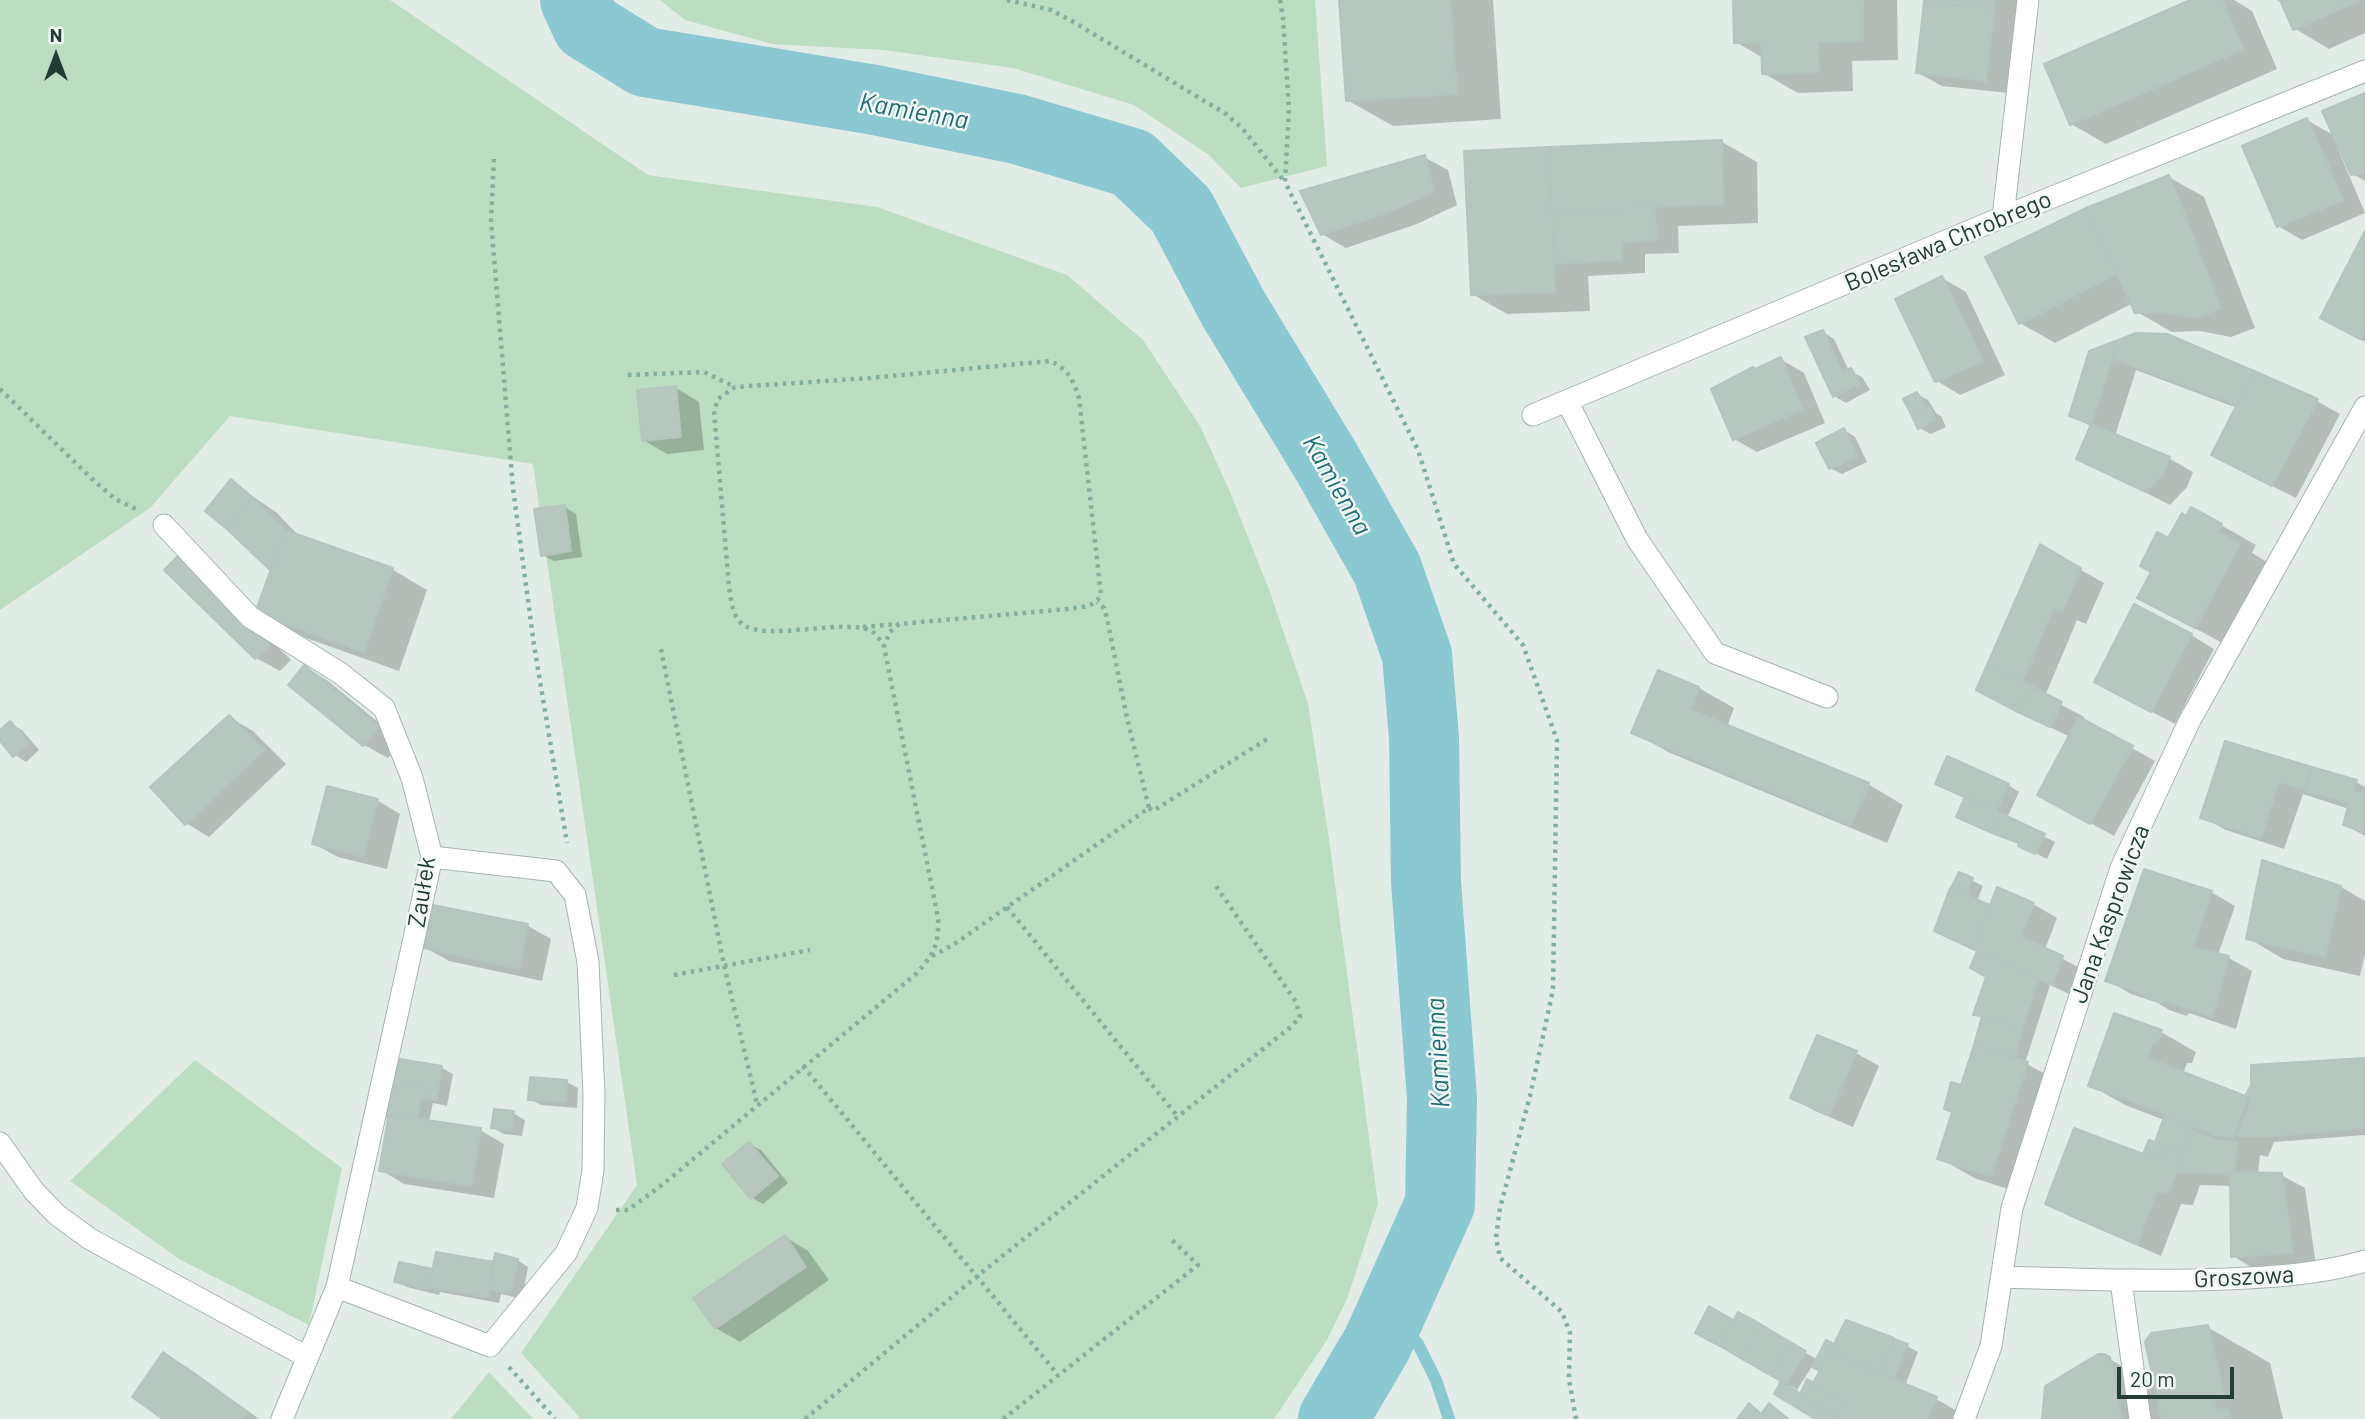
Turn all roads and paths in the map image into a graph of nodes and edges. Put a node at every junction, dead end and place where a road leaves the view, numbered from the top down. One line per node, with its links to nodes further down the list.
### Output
1 (1007, 0): 6 (path)
2 (1280, 0): 6 (path)
3 (2028, 0): 7 (street)
4 (2365, 71): 7 (street, Bolesława Chrobrego)
5 (494, 159): 24 (path)
6 (1285, 182): 49 (path)
7 (2003, 218): 11 (street, Bolesława Chrobrego)
8 (628, 374): 9 (path)
9 (735, 387): 15 (path); 17 (path)
10 (0, 389): 14 (path)
11 (1567, 401): 13 (street, Bolesława Chrobrego); 20 (street)
12 (2365, 407): 39 (street, Jana Kasprowicza)
13 (1534, 415)
14 (164, 525): 23 (street, Zaułek)
15 (1097, 602): 16 (path); 22 (path)
16 (900, 624): 17 (path); 18 (path)
17 (859, 627): 18 (path)
18 (884, 646): 28 (path)
19 (661, 649): 29 (path)
20 (1827, 697)
21 (1267, 739): 22 (path)
22 (1149, 808): 26 (path)
23 (432, 857): 24 (street); 41 (street, Zaułek)
24 (556, 871): 35 (street)
25 (1216, 886): 33 (path)
26 (1007, 907): 28 (path); 33 (path)
27 (810, 950): 29 (path)
28 (932, 956): 31 (path)
29 (724, 965): 30 (path); 32 (path)
30 (674, 975)
31 (803, 1066): 32 (path); 38 (path)
32 (757, 1104): 35 (path)
33 (1178, 1117): 38 (path)
34 (0, 1143): 43 (street)
35 (587, 1208): 42 (street)
36 (1170, 1238): 44 (path)
37 (2365, 1261): 40 (street, Groszowa)
38 (976, 1277): 44 (path); 47 (path)
39 (2002, 1277): 40 (street, Groszowa); 50 (street, Jana Kasprowicza)
40 (2121, 1281): 51 (street)
41 (337, 1287): 42 (street); 43 (street, Zaułek)
42 (490, 1346): 46 (path)
43 (307, 1357): 45 (street, Zaułek)
44 (1058, 1374): 48 (path)
45 (282, 1419)
46 (555, 1419)
47 (806, 1419)
48 (1003, 1419)
49 (1576, 1419)
50 (1964, 1419)
51 (2140, 1419)

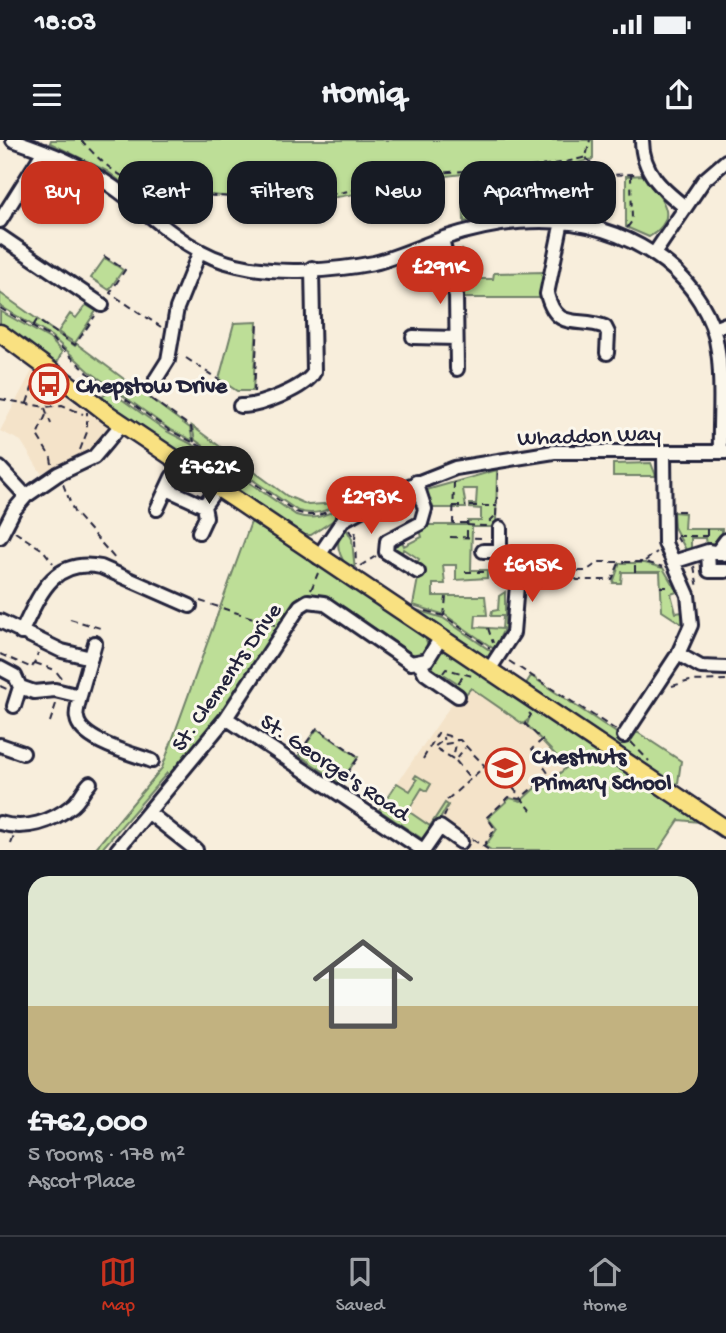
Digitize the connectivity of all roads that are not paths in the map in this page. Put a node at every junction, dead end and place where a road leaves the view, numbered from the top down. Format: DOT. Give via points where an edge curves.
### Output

_ _ _

Exercise description ▸
Work out the count of lines in the data above containing the string "paths". Give it alone.

Problem solution ▸
2